OSS FDW supports the following data objects in a variety of business scenarios:

Uncompressed CSV, TEXT, JSON, and JSON Lines objects.
GZIP- and standard Snappy-compressed CSV and TEXT objects.
GZIP-compressed JSON and JSON Lines objects.
ORC binary objects.
Parquet binary objects.
Arvo binary objects.

Preparations

Prepare OSS data

Prepare a sample file named example.csv.

Obtain the OSS bucket information

The following procedure demonstrates how to obtain the bucket name, object path, endpoint, and bucket domain name.

Log on to the OSS console.
In the left-side navigation pane, click Buckets.
On the Buckets page, click the name of a bucket.
You can obtain a bucket name on the Buckets page.
On the Files page, obtain an object path.
In the left-side navigation pane, click Overview.
In the Domain Names section of the Overview page, obtain an endpoint and a bucket domain name.
We recommend that you use the domain name of VPC Access from ECS (Internal Network) for data access.

Obtain the AccessKey ID and AccessKey secret

For more information about how to obtain the AccessKey ID and AccessKey secret, see Obtain an AccessKey pair.

Create an OSS server

Execute a CREATE SERVER statement to create an OSS server. You must specify a name for the OSS server that you want to access. For more information about CREATE SERVER, see CREATE SERVER.

Syntax

CREATE SERVER server_name
    FOREIGN DATA WRAPPER fdw_name
    [ OPTIONS ( option 'value' [, ... ] ) ]

Parameters


Parameter	Data type	Required	Description
server_name	String	Yes	The name of the OSS server.
fdw_name	String	Yes	The name of the foreign data wrapper that manages the server. It is automatically set to oss_fdw.

The following table describes the parameters involved in OPTIONS.


Parameter	Data type	Required	Description
endpoint	String	Yes	The domain name of the bucket.

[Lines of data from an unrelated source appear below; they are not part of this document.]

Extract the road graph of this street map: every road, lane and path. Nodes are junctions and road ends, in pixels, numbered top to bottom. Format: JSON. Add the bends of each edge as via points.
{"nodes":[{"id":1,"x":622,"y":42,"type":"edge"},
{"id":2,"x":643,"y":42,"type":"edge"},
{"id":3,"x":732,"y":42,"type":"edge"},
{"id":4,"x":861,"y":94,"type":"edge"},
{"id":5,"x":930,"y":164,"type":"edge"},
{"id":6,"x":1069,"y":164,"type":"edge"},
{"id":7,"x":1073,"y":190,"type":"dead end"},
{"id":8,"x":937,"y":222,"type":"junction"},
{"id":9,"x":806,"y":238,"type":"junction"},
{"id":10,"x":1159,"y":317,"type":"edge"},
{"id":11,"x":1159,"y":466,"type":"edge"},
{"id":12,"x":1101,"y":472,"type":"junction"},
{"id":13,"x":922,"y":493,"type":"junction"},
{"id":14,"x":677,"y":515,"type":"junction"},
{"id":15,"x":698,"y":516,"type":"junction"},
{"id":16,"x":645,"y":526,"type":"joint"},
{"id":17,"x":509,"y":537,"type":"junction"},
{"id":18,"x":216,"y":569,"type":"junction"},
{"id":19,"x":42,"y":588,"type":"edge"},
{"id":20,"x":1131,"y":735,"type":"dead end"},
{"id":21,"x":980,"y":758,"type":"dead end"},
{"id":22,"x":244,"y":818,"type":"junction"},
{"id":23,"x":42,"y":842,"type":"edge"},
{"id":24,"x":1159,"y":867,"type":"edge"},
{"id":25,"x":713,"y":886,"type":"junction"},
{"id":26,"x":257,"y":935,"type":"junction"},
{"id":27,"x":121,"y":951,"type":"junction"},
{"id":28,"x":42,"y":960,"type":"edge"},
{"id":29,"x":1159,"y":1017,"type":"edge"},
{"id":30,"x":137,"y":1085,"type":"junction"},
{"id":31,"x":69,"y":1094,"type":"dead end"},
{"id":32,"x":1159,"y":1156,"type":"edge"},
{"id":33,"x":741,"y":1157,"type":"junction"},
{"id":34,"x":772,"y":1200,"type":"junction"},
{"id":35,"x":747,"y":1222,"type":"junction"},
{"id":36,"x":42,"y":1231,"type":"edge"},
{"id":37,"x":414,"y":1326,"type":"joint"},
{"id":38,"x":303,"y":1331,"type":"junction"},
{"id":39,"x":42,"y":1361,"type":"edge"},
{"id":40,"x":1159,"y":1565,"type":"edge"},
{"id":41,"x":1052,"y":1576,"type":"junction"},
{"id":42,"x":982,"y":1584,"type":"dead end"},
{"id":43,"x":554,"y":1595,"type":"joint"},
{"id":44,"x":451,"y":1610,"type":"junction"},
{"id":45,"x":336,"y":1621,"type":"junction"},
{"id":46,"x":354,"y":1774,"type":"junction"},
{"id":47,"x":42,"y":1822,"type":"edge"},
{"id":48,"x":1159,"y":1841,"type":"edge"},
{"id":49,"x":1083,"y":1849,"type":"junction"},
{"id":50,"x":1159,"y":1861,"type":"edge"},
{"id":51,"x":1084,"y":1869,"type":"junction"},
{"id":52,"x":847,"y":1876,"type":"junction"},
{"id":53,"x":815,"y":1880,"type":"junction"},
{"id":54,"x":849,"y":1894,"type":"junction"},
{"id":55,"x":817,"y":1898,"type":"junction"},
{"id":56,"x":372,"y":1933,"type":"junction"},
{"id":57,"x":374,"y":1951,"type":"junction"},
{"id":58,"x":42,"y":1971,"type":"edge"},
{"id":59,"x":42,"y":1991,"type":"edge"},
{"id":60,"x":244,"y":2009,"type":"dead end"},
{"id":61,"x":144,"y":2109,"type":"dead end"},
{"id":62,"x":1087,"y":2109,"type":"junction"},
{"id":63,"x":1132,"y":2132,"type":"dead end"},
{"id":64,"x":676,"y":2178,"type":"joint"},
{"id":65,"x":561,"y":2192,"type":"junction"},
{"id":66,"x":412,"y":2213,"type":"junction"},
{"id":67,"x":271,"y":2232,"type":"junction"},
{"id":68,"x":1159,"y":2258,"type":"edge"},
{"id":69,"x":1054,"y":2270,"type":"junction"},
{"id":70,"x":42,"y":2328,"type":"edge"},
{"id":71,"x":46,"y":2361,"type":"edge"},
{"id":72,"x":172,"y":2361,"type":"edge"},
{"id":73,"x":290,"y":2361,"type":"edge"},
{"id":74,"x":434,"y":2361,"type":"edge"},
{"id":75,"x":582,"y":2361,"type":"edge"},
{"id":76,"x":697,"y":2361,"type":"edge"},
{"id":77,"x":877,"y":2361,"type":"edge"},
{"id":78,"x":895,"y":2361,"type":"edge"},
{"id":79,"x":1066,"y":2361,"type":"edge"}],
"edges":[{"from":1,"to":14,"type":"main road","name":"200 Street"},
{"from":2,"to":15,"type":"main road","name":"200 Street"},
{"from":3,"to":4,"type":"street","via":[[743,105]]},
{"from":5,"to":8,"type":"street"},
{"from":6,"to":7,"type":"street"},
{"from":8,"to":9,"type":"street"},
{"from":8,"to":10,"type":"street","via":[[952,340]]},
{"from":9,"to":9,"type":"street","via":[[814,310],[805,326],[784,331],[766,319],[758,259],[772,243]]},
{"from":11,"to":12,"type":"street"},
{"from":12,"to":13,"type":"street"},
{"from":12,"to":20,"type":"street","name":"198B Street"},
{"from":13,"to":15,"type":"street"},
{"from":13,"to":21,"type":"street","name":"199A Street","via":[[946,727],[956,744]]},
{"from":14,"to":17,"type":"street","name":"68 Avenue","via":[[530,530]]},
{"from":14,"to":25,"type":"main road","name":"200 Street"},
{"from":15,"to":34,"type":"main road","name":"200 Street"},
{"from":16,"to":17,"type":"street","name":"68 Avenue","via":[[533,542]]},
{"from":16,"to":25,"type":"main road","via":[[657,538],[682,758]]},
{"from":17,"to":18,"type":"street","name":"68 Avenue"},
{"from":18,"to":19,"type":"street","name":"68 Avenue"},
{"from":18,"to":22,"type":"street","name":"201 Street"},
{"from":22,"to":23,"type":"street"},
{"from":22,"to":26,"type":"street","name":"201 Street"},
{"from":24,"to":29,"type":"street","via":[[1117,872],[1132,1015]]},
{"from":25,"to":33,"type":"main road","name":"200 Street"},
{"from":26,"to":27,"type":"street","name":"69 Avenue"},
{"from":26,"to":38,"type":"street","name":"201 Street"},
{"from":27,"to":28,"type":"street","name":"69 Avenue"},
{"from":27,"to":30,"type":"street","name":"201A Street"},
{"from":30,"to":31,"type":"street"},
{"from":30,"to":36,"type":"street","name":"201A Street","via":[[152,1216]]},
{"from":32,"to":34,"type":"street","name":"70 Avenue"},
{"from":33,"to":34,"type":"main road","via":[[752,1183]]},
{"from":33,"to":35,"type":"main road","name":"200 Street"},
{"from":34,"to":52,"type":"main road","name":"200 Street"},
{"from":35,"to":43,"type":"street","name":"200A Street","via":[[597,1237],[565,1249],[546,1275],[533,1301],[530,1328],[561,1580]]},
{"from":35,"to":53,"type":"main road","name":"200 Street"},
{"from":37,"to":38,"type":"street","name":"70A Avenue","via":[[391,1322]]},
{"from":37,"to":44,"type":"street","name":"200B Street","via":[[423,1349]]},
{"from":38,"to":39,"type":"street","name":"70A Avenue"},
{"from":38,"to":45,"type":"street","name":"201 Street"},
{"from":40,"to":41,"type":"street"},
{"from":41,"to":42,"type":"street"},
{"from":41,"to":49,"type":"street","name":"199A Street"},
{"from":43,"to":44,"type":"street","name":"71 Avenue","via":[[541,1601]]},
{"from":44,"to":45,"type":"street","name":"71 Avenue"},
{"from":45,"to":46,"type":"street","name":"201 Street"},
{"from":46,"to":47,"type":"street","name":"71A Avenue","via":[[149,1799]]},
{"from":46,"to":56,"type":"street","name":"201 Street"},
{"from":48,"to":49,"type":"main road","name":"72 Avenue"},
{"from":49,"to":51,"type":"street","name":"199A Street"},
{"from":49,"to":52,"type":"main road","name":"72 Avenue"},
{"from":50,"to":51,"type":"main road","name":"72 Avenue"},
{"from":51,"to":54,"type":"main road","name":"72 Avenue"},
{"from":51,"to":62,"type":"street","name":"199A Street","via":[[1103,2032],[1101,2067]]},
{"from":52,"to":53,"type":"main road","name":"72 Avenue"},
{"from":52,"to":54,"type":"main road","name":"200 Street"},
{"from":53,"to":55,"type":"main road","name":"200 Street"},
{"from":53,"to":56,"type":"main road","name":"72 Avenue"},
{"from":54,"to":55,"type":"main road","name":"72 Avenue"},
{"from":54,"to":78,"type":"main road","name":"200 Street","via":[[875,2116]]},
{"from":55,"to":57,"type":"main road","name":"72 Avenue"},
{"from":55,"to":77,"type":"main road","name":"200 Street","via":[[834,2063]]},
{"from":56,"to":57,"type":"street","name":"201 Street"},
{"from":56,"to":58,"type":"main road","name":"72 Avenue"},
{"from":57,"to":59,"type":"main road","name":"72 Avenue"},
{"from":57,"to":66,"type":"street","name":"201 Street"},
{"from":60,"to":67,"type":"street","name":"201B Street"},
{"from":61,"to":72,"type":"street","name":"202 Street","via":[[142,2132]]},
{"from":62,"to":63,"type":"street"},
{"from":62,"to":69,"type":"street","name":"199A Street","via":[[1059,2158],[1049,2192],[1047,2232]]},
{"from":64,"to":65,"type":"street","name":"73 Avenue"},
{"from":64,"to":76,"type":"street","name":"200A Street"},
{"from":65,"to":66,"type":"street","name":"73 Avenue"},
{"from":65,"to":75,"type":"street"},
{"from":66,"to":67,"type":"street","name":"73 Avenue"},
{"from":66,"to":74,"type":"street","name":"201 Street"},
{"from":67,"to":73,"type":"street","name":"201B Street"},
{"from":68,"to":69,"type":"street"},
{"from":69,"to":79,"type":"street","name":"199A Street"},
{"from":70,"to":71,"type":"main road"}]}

For information about how to obtain the domain name, see the "Preparations" section of this topic.
bucket	String	No	The name of the bucket that stores a data object. For information about how to obtain the bucket name, see the "Preparations" section of this topic. Note The bucket parameter must be specified for at least one of the OSS server and OSS foreign table. For more information about the bucket parameter specified for the OSS foreign table, see the "Create an OSS foreign table" section of this topic. If the bucket parameter is specified for both the OSS server and the OSS foreign table, the bucket parameter specified for the OSS foreign table takes effect.
speed_limit	Numeric	No	The transmission threshold that triggers a timeout. Default value: 1024. Unit: bytes. If this parameter is specified, the speed_time parameter is required. Note By default, if less than 1,024 bytes of data is transmitted within 90 consecutive seconds, a timeout is triggered. For more information, see Error handling.
speed_time	Numeric	No	The timeout period threshold. Default value: 90. Unit: seconds. If this parameter is specified, the speed_limit parameter is required. Note By default, if less than 1,024 bytes of data is transmitted within 90 consecutive seconds, a timeout is triggered. For more information, see Error handling.
connect_timeout	Numeric	No	The timeout period for connections. Default value: 10. Unit: seconds.
dns_cache_timeout	Numeric	No	The timeout period for DNS resolution. Default value: 60. Unit: seconds.

Example

CREATE SERVER oss_serv
    FOREIGN DATA WRAPPER oss_fdw
    OPTIONS (
        endpoint 'oss-cn-********.aliyuncs.com',
        bucket 'adb-pg'
  );

You can also execute an ALTER SERVER statement to modify configurations of an OSS server. For more information, see ALTER SERVER.

Examples for modifying configurations of an OSS server:

Modify a parameter of the OSS server.

ALTER SERVER oss_serv OPTIONS(SET endpoint 'oss-cn-********.aliyuncs.com');

Add a parameter to the OSS server.

ALTER SERVER oss_serv OPTIONS(ADD connect_timeout '20');

Remove a parameter from the OSS server.

ALTER SERVER oss_serv OPTIONS(DROP connect_timeout);

You can also execute a DROP SERVER statement to delete an OSS server. For more information, see DROP SERVER.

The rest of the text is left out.